Data for processing
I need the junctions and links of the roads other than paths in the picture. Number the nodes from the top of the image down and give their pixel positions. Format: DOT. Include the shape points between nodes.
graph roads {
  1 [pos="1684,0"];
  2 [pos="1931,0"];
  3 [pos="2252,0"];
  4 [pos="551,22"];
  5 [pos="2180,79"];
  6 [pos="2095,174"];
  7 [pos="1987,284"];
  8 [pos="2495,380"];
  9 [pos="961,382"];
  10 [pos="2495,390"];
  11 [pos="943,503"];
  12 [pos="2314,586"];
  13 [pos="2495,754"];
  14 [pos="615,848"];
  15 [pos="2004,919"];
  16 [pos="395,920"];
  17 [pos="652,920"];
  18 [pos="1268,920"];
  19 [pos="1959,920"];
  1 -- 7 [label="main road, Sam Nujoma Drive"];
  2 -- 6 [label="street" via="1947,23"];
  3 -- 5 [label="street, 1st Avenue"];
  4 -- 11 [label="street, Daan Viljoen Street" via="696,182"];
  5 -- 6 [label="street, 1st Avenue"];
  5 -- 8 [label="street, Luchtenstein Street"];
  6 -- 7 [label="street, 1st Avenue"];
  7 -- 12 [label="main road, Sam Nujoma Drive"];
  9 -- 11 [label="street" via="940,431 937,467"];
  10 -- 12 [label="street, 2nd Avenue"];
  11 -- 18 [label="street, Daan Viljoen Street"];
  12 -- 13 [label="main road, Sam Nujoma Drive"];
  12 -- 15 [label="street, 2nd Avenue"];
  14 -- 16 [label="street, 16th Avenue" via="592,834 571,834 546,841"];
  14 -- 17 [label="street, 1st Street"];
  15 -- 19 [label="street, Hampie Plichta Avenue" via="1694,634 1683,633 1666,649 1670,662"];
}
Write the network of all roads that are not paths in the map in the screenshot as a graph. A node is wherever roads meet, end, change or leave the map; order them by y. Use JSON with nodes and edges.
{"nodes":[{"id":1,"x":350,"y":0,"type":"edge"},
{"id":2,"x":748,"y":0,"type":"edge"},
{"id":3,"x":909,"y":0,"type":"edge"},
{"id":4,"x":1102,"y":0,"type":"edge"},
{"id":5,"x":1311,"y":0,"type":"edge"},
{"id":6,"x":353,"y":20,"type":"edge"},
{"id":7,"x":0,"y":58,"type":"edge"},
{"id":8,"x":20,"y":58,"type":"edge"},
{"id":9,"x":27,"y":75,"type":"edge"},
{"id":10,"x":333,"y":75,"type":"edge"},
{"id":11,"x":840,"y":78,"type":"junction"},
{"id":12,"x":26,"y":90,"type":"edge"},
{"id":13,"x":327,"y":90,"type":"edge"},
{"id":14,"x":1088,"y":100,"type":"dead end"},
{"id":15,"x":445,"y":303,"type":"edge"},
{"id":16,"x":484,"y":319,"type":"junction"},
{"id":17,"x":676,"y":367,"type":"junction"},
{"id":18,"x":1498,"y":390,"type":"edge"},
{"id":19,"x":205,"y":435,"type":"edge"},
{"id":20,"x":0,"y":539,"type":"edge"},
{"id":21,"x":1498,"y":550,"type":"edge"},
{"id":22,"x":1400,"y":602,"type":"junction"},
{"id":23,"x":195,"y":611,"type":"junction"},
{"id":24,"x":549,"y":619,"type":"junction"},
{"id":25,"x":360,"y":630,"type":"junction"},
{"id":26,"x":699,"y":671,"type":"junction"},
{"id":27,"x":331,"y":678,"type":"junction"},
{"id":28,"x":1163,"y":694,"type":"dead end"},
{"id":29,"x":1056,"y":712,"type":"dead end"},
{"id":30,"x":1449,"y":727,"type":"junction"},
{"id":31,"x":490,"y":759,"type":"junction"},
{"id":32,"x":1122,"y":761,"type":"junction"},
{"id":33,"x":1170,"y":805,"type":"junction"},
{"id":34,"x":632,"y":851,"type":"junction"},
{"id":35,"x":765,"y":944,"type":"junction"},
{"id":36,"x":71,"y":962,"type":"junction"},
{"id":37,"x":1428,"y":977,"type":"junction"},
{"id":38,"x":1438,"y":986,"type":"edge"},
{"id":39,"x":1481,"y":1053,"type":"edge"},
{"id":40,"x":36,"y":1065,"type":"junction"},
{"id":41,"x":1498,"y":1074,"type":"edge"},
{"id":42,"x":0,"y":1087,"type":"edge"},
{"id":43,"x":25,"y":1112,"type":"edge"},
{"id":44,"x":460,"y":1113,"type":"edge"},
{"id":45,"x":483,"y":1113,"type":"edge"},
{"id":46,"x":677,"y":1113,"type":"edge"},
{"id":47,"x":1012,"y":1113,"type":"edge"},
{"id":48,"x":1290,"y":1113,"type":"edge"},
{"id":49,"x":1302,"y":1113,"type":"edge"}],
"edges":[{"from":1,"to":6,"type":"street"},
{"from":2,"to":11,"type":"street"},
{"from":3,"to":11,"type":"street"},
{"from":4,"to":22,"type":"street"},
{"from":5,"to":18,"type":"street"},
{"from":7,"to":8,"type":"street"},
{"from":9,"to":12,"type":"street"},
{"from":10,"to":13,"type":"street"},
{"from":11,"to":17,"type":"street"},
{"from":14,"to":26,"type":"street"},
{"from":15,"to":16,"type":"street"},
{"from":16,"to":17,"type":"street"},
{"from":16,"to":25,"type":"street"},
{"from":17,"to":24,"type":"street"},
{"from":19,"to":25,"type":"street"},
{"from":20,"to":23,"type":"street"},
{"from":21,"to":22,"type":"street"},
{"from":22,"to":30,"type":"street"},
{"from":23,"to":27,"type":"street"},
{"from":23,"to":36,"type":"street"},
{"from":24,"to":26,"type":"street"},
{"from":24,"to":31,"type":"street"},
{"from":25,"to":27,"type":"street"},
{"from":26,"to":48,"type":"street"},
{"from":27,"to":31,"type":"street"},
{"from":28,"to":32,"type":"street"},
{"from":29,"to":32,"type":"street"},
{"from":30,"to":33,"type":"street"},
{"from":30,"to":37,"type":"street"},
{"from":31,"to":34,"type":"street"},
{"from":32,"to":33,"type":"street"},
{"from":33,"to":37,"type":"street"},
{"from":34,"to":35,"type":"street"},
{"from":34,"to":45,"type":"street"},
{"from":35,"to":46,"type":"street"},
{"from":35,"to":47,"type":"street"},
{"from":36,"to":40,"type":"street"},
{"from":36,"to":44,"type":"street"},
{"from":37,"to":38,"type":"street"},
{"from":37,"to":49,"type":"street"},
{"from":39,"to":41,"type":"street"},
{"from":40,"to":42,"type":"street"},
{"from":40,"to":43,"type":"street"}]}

Instructions to follow
What is the number of lines in the records that contain the word "Drive"? Answer with the number and nothing else.

Final answer
3